Google knows these are two different cats.

Amanda Kooser/CNET

Last week, Google Photos gave me a "Meow Movie," a video slideshow stuffed with pictures of my two sibling black cats. What it didn't include were photos of other people's cats, of which I have many. On Monday, Google confirmed it can not only identify cats and dogs in your photo archive, it can also tell the difference between individual animals.

Google Photos software engineer Lily Kharevych posted a blog detailing how Google Photos now categorizes your pets the same way it handles humans. "Rolling out in most countries today, you'll be able to see photos of the cats and dogs now grouped alongside people," writes Kharevych. 

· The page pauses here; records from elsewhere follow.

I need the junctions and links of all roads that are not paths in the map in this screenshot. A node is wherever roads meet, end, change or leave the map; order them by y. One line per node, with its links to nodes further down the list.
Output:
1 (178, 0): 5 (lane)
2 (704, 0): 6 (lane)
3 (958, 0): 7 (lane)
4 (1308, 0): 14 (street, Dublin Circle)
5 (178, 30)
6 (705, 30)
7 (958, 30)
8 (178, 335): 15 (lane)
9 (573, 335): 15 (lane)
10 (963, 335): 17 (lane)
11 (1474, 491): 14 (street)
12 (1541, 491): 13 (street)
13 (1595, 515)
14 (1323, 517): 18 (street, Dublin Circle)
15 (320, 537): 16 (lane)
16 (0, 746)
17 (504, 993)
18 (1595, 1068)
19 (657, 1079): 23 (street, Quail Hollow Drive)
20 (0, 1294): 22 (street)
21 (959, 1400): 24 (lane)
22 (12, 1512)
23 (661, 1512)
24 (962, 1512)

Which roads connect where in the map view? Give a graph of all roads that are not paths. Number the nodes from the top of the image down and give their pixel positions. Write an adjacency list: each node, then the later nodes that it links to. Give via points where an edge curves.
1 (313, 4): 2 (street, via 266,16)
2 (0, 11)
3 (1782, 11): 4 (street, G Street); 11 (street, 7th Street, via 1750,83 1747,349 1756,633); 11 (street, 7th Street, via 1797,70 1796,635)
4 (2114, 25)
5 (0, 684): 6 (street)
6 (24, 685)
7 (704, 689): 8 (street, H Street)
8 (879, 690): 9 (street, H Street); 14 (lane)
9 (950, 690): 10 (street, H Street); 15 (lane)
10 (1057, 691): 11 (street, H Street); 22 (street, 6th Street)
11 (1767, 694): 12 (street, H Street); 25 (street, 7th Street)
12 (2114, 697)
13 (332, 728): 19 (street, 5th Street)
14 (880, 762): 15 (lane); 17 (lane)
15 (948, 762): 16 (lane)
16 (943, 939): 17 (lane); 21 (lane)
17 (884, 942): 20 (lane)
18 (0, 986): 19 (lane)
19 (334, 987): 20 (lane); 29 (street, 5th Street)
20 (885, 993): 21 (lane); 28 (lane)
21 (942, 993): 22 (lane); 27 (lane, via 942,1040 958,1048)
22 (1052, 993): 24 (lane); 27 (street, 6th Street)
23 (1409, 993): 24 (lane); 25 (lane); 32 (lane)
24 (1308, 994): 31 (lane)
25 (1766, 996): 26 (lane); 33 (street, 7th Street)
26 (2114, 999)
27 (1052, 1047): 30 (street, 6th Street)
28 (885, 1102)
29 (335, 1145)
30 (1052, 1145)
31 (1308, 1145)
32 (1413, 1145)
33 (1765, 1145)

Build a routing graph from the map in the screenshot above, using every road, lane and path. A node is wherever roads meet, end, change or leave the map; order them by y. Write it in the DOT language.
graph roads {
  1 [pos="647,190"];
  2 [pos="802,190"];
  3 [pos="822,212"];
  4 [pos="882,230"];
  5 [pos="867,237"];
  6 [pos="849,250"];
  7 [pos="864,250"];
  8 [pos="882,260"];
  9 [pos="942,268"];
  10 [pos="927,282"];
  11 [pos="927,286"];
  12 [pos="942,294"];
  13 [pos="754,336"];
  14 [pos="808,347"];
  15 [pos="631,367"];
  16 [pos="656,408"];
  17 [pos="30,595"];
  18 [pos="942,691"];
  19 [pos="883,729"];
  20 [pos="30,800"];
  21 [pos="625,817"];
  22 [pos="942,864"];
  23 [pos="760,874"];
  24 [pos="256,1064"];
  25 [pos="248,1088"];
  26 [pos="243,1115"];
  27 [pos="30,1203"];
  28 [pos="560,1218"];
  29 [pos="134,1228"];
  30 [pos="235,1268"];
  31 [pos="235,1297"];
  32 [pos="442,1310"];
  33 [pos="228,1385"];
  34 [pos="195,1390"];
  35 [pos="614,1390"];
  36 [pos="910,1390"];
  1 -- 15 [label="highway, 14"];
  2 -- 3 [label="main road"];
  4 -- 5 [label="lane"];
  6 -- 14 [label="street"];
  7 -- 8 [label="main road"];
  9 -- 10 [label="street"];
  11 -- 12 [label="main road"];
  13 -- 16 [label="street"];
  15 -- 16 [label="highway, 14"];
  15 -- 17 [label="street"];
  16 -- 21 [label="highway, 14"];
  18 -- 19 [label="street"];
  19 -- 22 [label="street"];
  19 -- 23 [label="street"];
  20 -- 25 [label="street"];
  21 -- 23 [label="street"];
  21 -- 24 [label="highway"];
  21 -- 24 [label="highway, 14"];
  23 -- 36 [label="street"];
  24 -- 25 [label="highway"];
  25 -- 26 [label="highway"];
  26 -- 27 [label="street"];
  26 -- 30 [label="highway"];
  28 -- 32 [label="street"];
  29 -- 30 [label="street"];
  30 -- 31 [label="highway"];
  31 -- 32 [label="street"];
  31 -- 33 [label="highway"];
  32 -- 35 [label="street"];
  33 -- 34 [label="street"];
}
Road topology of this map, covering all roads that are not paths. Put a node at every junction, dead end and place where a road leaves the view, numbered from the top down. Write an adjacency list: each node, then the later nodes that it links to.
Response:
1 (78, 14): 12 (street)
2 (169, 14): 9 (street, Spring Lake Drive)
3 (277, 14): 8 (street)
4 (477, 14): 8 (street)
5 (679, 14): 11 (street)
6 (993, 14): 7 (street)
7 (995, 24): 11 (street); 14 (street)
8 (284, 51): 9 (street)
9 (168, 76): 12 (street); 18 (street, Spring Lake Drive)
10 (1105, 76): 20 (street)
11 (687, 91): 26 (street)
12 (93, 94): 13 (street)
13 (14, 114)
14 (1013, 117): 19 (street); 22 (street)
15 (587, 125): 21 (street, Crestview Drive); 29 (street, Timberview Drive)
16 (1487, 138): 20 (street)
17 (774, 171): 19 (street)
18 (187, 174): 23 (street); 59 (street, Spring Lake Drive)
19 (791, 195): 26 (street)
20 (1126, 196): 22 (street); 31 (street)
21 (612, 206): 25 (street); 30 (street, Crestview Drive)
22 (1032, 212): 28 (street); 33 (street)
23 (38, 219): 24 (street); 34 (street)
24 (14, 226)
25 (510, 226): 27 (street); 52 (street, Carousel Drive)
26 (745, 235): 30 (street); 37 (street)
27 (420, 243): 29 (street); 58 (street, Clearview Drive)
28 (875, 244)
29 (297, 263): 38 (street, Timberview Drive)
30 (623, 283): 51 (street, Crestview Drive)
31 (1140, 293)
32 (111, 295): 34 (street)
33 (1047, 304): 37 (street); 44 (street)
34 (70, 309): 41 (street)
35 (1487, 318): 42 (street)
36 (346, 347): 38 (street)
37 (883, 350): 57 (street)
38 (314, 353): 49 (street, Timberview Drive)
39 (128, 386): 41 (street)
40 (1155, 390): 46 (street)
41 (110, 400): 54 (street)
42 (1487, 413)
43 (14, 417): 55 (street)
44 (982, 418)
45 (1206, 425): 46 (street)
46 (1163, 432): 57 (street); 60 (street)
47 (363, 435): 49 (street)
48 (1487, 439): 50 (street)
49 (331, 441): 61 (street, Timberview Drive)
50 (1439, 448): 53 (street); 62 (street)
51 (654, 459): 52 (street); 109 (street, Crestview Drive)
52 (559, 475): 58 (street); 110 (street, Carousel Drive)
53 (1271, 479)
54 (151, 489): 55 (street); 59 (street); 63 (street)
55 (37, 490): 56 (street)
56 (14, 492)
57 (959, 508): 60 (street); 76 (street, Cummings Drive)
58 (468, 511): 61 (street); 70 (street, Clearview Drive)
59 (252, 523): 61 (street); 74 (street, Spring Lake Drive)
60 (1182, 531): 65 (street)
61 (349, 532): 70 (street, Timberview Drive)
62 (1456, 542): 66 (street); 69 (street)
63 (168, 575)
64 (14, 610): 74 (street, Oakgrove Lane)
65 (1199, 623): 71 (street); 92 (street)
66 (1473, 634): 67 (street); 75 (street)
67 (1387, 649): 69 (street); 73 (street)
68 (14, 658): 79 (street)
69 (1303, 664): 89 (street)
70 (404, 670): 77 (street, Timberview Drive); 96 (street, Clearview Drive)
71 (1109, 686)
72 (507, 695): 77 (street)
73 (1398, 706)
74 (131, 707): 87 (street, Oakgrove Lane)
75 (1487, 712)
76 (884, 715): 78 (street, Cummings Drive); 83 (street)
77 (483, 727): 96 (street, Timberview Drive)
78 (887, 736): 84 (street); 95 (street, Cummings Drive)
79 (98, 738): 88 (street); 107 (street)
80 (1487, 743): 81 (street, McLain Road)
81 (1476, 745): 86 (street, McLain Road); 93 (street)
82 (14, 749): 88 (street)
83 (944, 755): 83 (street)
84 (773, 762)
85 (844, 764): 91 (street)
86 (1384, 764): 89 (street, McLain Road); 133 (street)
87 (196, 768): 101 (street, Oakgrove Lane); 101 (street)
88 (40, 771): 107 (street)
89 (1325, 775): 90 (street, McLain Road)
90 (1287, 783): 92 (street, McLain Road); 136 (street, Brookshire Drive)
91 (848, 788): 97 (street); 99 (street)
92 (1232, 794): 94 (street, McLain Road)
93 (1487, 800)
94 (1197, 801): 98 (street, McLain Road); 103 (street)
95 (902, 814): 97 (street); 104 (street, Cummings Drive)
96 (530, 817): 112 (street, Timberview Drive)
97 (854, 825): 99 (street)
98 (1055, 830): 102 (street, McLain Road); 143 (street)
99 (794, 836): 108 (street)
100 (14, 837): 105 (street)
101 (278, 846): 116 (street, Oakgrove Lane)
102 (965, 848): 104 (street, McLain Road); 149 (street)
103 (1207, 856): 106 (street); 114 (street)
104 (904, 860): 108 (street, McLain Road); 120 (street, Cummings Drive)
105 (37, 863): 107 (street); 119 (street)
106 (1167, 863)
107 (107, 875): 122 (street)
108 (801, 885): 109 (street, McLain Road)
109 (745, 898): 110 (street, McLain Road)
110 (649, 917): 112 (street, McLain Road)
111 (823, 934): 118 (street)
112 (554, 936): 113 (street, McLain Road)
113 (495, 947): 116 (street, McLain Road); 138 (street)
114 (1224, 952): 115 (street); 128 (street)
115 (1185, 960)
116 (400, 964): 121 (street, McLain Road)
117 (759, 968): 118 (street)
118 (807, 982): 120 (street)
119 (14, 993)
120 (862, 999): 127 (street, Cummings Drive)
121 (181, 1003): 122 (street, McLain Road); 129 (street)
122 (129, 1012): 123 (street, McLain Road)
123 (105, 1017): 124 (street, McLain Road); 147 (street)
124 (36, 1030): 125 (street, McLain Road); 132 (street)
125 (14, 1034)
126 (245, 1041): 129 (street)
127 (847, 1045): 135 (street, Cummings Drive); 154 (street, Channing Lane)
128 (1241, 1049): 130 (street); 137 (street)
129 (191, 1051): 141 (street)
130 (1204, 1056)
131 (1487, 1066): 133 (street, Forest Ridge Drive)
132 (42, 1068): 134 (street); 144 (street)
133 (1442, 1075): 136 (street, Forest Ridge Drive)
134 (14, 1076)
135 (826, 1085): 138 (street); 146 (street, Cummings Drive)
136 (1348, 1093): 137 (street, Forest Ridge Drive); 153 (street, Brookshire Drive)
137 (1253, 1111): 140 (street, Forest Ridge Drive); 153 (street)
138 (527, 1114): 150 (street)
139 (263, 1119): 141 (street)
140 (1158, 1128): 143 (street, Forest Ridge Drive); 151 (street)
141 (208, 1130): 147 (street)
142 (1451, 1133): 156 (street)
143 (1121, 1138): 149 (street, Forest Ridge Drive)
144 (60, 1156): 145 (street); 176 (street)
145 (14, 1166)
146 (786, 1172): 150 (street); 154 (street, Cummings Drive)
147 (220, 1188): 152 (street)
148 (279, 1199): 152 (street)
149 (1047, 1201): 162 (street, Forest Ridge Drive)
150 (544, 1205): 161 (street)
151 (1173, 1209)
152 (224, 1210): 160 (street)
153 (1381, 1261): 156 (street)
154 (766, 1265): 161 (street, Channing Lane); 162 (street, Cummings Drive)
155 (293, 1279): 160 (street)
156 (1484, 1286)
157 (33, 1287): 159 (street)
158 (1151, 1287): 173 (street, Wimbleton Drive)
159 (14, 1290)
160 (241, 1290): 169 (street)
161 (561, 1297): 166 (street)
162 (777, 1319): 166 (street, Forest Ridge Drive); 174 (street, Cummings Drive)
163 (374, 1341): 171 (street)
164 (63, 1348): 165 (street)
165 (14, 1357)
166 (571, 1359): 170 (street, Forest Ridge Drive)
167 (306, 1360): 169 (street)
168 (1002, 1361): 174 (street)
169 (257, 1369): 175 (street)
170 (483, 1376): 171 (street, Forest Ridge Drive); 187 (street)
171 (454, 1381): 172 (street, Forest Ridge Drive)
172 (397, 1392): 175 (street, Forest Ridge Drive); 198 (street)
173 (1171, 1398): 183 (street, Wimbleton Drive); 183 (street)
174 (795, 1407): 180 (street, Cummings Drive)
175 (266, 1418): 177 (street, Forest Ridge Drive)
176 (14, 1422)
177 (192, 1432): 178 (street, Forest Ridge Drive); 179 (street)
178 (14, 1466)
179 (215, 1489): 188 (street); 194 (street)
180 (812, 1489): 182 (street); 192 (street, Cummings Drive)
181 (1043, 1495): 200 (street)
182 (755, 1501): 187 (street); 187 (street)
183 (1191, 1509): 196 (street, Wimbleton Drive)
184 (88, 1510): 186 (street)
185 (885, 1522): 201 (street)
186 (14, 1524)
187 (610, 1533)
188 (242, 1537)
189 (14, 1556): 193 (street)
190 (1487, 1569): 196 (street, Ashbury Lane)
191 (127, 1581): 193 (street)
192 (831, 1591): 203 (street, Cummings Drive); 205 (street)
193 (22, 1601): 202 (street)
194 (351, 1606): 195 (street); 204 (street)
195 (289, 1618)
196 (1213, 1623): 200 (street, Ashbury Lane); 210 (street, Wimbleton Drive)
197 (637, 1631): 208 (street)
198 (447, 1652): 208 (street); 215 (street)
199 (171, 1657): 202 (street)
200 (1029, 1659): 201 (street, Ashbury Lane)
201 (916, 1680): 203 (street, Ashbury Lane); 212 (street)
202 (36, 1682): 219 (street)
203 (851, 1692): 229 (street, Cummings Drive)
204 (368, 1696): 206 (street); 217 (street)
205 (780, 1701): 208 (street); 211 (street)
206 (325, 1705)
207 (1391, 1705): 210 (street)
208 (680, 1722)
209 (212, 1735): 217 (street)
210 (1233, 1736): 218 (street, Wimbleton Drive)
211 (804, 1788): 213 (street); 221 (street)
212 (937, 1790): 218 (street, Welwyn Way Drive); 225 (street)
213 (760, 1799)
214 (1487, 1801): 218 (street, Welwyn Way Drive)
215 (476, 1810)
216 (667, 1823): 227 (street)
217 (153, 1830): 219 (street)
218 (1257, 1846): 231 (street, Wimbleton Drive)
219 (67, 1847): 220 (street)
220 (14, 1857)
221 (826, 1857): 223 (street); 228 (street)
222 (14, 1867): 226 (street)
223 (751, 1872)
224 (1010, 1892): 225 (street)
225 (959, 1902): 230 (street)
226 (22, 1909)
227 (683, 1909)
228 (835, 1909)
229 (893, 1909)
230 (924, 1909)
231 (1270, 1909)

Kharevych notes you can search by a specific breed or even with cat or dog emoji to locate your animal images. 

Sorting animal photos is still an imperfect art. A Google spokeswoman tells CNET, "Yes, our machine learning model is trained to distinguish individual cats, not just distinguish cats of different breeds. However, it the cats are the same breed and look very similar it's possible they get mistaken as the same cat."   

Google does an excellent job of identifying the cats in my photo archive, with only one stray dog and one squirrel sneaking into my otherwise feline-full search results. A search for "calico" brings up all the spotted cats and "tabby" returns the striped ones. 

A search for "dogs" gives reasonably accurate results, though there's a goat, a horse, a cow, some sheep and several cats that show up. To be fair, it's easy to see how a digital brain would think they're probably canines.

My "Meow Movie" is proof of Google Photos' effectiveness in categorizing pet pics. If you want a cat or dog video of your own, you can keep snapping pet photos and wait for Google to automatically create one, or you can select photos and make a slideshow with your choice of six different cat or dog-related songs. I recommend "The Blue Danube" waltz done with cat meows.